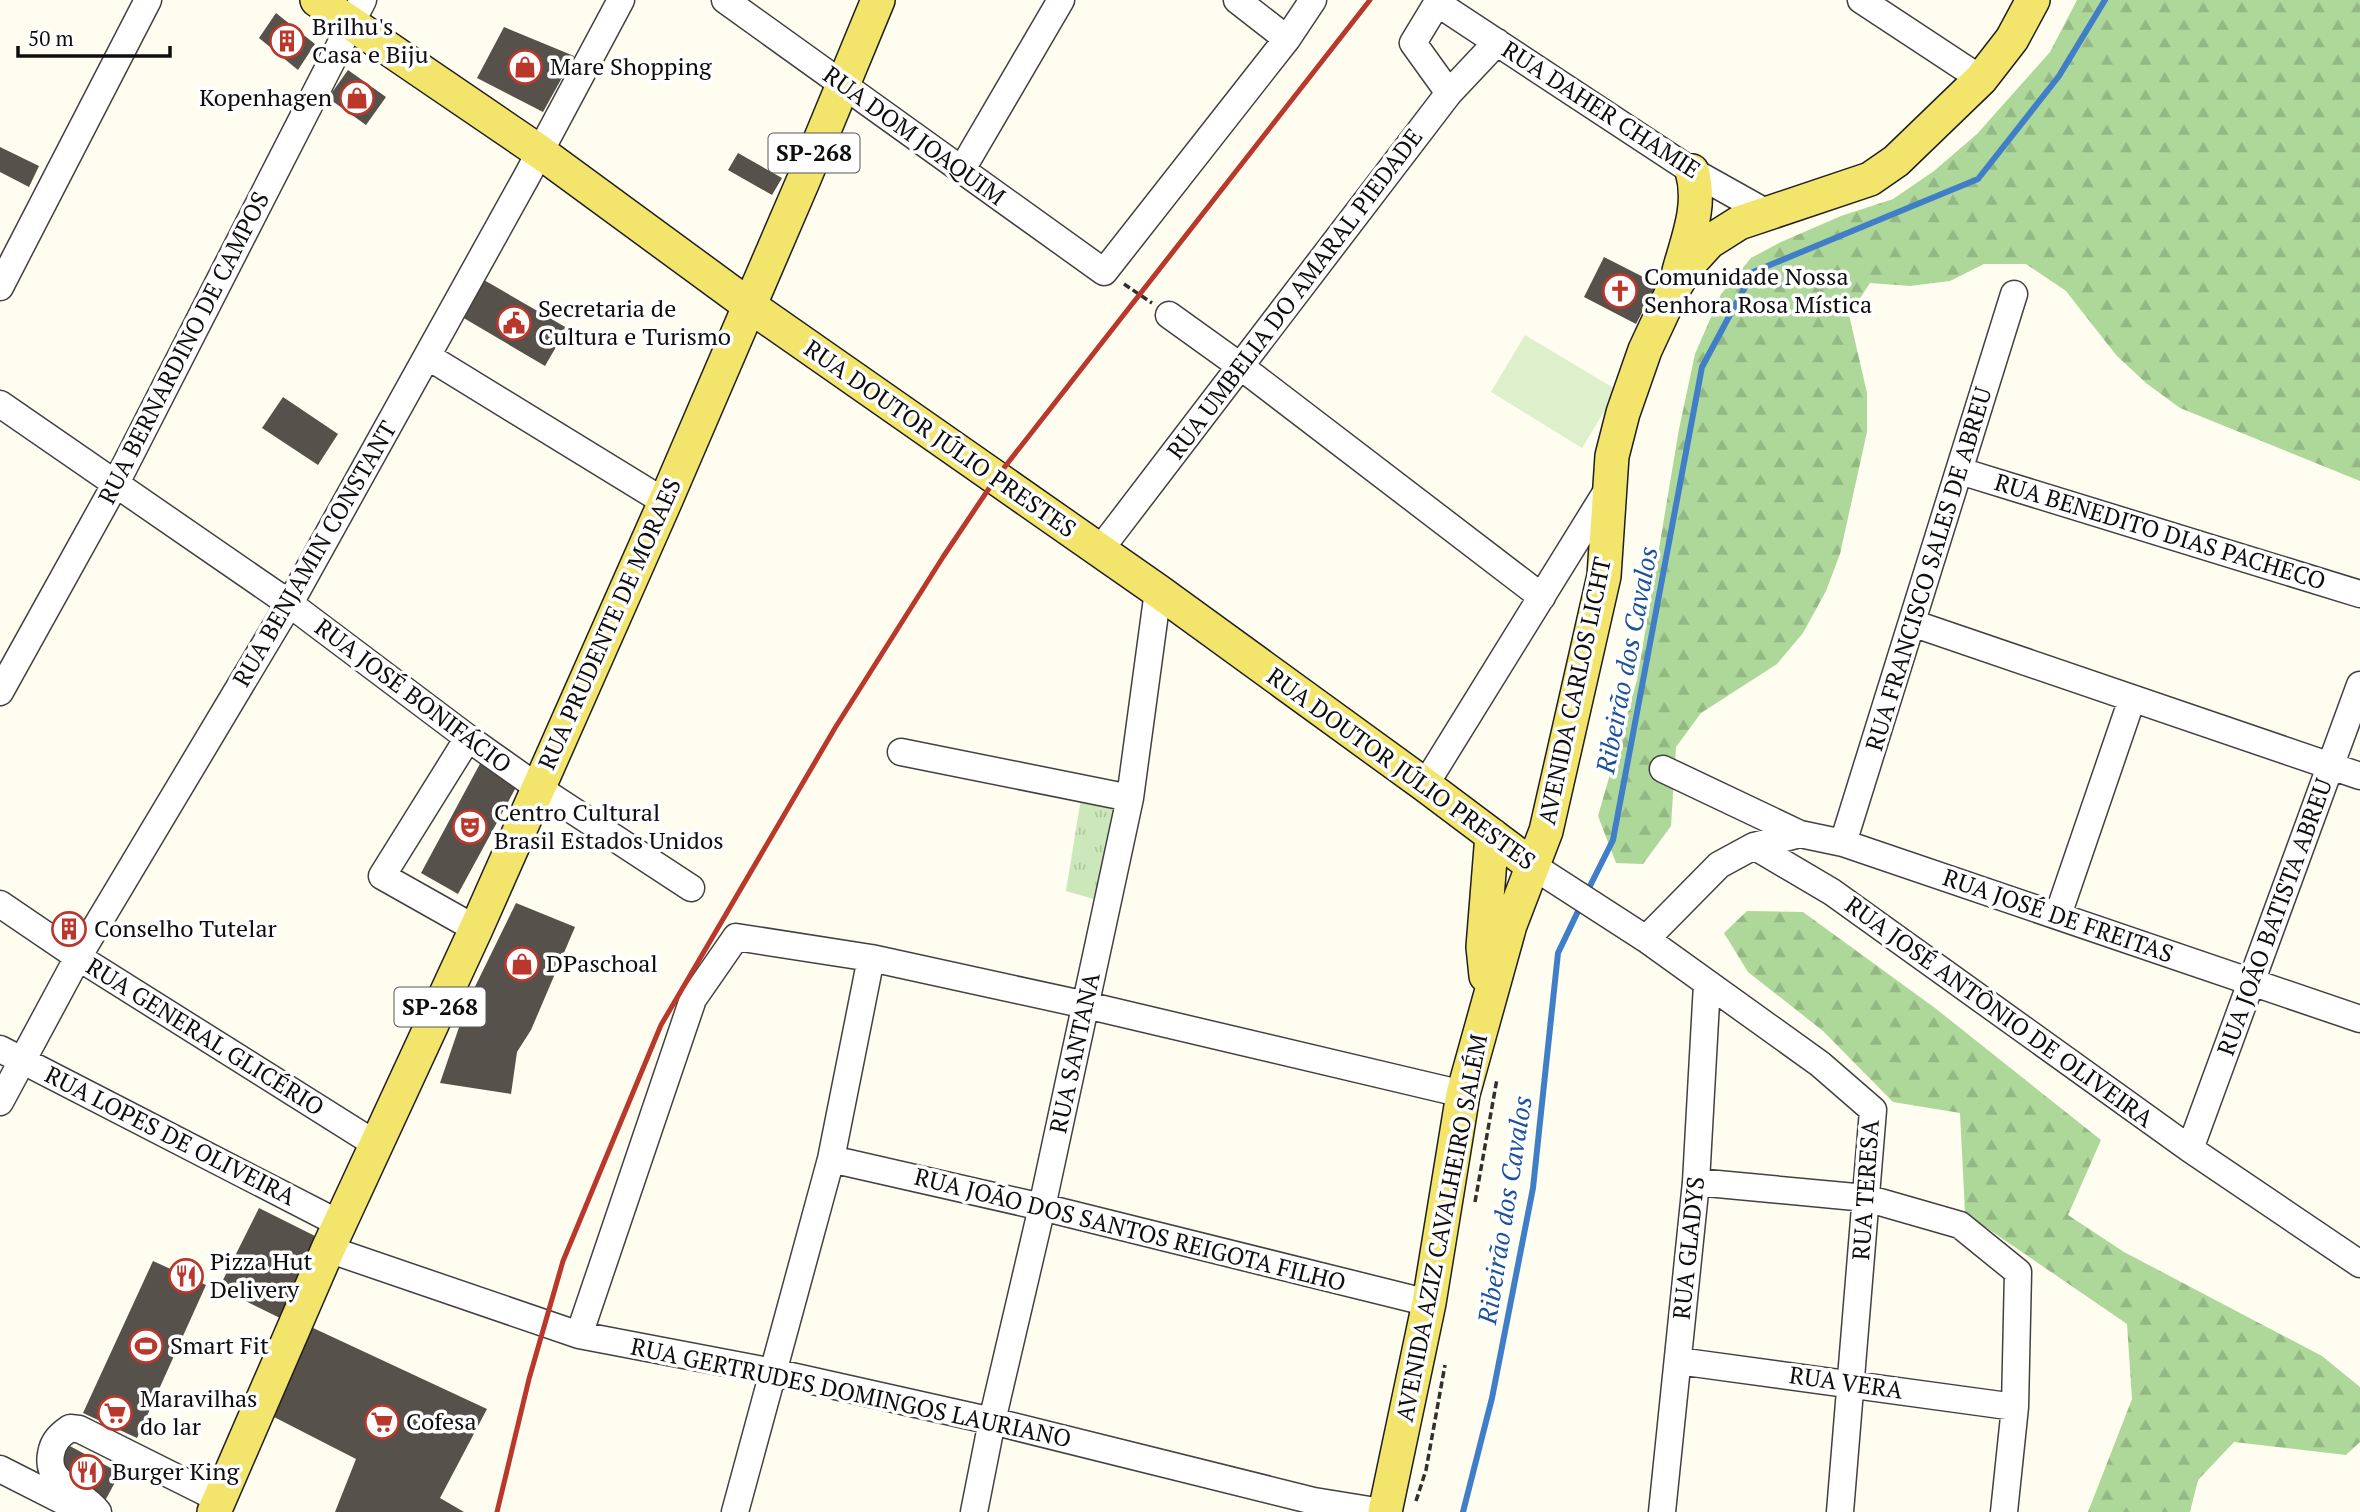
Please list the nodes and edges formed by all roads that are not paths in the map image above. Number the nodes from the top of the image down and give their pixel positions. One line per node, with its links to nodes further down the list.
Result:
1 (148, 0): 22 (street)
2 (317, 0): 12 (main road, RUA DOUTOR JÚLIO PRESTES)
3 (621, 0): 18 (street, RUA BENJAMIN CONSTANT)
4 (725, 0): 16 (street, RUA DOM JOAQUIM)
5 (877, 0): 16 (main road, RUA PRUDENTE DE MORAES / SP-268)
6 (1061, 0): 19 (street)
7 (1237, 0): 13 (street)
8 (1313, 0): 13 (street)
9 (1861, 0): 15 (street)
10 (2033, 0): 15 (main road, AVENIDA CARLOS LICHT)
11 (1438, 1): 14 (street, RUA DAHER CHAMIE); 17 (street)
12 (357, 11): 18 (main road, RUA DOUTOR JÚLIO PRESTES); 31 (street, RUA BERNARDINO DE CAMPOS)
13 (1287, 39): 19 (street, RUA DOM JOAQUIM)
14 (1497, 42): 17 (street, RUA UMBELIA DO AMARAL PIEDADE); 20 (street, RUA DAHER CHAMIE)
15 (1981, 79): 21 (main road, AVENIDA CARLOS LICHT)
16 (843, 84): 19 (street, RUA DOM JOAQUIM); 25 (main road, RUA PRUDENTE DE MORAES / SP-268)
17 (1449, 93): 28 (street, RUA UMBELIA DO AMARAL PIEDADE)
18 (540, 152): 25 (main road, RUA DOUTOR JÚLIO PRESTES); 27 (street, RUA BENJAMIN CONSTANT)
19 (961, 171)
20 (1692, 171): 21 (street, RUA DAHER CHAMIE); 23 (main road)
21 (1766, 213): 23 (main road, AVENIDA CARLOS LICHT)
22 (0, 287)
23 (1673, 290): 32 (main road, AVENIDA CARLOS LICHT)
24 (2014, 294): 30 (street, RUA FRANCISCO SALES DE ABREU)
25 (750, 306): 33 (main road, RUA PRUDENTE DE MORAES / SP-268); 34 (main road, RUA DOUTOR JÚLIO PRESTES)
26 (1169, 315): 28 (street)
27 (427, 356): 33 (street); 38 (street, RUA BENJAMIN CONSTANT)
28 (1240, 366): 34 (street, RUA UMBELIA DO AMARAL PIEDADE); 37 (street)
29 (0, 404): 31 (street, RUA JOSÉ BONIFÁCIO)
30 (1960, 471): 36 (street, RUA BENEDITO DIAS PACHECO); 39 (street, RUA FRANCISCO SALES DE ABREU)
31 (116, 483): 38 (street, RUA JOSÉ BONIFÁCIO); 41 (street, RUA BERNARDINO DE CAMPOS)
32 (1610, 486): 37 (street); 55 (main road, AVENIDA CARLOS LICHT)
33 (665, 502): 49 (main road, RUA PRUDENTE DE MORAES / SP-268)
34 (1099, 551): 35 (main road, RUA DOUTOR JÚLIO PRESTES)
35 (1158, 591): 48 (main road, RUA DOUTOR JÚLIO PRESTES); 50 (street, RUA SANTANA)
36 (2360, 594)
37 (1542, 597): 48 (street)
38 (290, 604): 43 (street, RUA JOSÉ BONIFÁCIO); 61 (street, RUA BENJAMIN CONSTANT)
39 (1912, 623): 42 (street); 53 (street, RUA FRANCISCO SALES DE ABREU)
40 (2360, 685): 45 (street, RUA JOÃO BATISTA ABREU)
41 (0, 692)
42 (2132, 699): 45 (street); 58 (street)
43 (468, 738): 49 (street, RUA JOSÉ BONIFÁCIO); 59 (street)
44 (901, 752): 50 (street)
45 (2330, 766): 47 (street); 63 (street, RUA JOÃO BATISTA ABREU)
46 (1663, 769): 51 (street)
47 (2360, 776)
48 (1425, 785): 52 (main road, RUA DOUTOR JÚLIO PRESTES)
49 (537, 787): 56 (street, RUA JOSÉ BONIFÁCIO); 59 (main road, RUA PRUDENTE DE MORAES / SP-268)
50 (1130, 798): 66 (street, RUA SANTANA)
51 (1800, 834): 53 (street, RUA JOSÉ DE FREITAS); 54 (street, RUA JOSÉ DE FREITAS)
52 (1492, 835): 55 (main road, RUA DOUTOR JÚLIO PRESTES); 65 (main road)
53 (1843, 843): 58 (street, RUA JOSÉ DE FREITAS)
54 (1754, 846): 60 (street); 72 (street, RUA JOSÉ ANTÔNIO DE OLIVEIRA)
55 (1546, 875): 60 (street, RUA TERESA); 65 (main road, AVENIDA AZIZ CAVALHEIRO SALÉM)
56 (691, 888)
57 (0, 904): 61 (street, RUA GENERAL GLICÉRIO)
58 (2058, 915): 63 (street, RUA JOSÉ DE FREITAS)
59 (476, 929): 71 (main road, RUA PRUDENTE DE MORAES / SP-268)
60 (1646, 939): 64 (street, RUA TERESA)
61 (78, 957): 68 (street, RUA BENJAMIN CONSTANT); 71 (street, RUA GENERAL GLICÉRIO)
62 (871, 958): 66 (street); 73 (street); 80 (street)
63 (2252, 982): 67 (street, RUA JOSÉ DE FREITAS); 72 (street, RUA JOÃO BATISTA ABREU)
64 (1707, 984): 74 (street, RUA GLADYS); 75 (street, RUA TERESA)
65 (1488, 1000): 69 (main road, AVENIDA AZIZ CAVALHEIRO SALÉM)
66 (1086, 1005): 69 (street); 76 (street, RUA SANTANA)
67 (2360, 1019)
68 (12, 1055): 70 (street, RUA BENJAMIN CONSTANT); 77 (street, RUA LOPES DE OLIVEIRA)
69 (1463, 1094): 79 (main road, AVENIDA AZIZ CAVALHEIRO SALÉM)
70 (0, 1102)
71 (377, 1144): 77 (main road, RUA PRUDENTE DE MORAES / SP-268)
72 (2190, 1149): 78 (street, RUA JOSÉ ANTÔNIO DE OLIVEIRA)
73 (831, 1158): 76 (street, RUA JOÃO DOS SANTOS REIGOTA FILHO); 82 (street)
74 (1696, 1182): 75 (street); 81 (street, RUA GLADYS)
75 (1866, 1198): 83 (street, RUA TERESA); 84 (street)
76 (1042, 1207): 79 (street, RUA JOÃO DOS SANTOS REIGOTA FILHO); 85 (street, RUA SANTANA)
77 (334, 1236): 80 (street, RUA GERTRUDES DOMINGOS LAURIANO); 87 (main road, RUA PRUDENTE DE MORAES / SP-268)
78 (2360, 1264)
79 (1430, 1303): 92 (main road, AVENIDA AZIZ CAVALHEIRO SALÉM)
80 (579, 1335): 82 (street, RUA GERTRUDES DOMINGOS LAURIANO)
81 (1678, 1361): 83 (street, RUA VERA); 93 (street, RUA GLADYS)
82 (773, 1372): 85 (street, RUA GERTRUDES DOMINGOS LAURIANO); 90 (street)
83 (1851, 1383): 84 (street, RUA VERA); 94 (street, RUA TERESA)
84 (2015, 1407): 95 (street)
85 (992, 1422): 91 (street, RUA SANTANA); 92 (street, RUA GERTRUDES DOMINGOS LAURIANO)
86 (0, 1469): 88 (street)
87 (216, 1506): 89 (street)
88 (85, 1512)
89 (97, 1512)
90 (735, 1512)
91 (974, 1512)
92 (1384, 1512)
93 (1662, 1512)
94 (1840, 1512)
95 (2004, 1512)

☆ ☆ ☆

THE PROBLEM> Show every line of the data that includes the string "SANTANA".

SOLVED PROBLEM>
35 (1158, 591): 48 (main road, RUA DOUTOR JÚLIO PRESTES); 50 (street, RUA SANTANA)
50 (1130, 798): 66 (street, RUA SANTANA)
66 (1086, 1005): 69 (street); 76 (street, RUA SANTANA)
76 (1042, 1207): 79 (street, RUA JOÃO DOS SANTOS REIGOTA FILHO); 85 (street, RUA SANTANA)
85 (992, 1422): 91 (street, RUA SANTANA); 92 (street, RUA GERTRUDES DOMINGOS LAURIANO)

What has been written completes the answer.